Probability of fluorescence: matching of binding energy and incoming radiation energy? Assume an X-ray diffractometer equipped with a copper anode X-ray tube. When a sample containing cobalt, iron, or manganese is irradiated by copper's K$\alpha_1$ radiation, sample fluorescence becomes significant.
I believe I read somewhere that when the incoming radiation's energy comes closer to the binding energy of the electrons, then the probability of fluorescence increases. Is this correct?
And also, can an inner-core electron's binding energy be approximated by the element's K$\alpha_1$ energy?
 A: I believe this relates to density of states and the shape of the bands.
When you try to excite an electron from one state to another, there needs to be an available state "upon arrival" - and the probability of the transition is therefore directly related to the density of states. If I'm not mistaken, this is the reason that the excitation is strongest when you hit the exact frequency of the gap.
As for your second question - the $K\alpha$ line is emitted when an electron drops from 2p to the 1s orbital. This is less than the binding energy of the electron, since the 2p state is still a bound state and therefore has a lot of associated binding energy.
A: 
[...]when the incoming radiation's energy comes closer to the binding
  energy of the electrons, then the probability of fluorescence
  increases. Is this correct?

When the incident energy is close to the binding energy there is a sharp increase in the absorption. See, for example, Figure 1-5 in the following document:
http://xdb.lbl.gov/Section1/Sec_1-6.pdf, especially the bottom panel that shows a nice sharp peak for Carbon around 300eV. Compare the above figure with the following table of electron binding energies: http://xdb.lbl.gov/Section1/Table_1-1a.htm.
  Because electrons must first be absorbed before fluorescence can occur, it is reasonable to say that the probability of fluorescence increases when the incident radiation is near the binding energy.

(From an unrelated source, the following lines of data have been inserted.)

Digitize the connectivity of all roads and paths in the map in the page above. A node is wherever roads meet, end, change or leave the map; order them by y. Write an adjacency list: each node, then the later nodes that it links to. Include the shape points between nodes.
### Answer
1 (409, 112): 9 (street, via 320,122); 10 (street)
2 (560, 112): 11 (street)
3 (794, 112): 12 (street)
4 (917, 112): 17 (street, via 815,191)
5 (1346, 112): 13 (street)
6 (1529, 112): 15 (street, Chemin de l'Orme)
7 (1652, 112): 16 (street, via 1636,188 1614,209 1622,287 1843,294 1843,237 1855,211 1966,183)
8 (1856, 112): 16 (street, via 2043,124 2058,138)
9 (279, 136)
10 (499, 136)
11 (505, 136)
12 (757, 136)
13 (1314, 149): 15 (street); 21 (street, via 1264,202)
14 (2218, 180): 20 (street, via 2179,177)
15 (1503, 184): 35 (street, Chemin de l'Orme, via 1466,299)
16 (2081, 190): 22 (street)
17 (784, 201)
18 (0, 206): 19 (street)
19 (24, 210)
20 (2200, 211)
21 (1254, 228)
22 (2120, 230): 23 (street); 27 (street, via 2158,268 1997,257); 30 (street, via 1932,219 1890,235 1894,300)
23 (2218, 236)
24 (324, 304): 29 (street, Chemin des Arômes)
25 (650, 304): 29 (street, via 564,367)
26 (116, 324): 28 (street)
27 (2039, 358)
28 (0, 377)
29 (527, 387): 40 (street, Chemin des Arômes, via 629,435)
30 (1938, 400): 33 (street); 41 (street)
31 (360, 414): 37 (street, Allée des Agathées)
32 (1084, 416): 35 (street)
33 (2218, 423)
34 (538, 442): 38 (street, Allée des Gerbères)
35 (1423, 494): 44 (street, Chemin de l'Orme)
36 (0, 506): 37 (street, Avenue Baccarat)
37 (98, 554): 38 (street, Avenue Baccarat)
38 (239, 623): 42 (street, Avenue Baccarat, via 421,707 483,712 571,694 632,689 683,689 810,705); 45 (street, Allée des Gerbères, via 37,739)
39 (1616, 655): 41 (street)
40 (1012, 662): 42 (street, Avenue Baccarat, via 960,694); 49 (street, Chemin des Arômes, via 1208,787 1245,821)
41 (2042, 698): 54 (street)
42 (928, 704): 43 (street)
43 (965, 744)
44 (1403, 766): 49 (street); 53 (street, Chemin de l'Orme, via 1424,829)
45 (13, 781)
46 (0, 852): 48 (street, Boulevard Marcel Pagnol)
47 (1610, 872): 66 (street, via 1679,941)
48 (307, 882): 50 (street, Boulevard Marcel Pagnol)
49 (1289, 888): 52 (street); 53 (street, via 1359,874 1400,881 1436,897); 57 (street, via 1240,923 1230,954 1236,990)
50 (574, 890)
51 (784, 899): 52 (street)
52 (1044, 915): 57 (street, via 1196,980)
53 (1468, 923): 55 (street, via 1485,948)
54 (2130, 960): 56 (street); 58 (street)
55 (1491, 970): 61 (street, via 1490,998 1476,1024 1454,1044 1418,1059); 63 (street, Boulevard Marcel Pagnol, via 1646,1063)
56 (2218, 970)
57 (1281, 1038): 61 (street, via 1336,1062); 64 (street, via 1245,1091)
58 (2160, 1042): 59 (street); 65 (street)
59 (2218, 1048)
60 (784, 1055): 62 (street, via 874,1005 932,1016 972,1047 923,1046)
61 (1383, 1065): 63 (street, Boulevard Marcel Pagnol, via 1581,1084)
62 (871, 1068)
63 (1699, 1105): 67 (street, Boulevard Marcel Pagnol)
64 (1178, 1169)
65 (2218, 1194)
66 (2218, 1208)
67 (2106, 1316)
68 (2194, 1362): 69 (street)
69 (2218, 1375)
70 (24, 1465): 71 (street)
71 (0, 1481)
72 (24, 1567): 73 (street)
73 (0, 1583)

And also, can an inner-core electron's binding energy be approximated
  by the element's Kα1 energy?

Compare this table of $K\alpha_1$ energies: http://xdb.lbl.gov/Section1/Table_1-3.pdf, with the table of electron binding energies given above. In general you will find the X-ray Data Booklet (http://xdb.lbl.gov) very useful for this sort of work (you can even get a free hard copy). For example, this section (http://xdb.lbl.gov/Section1/Sec_1-2.html) explains emission lines. In the referenced section the symbols "$L_2$" and "$L_3$" mean the same thing as "$2p$" (respectively, $2p_{1/2}$ and $2p_{3/2}$, where the 1/2 and 3/2 refer to spin-orbit splitting), and the symbol "$K_1$" means the same thing as "1s". 
So, the short answer is: No, they are not the same, but are similar for light atoms. The $K\alpha_1$ energy is the energy difference between the $2p_{3/2}$ and $1s$ levels.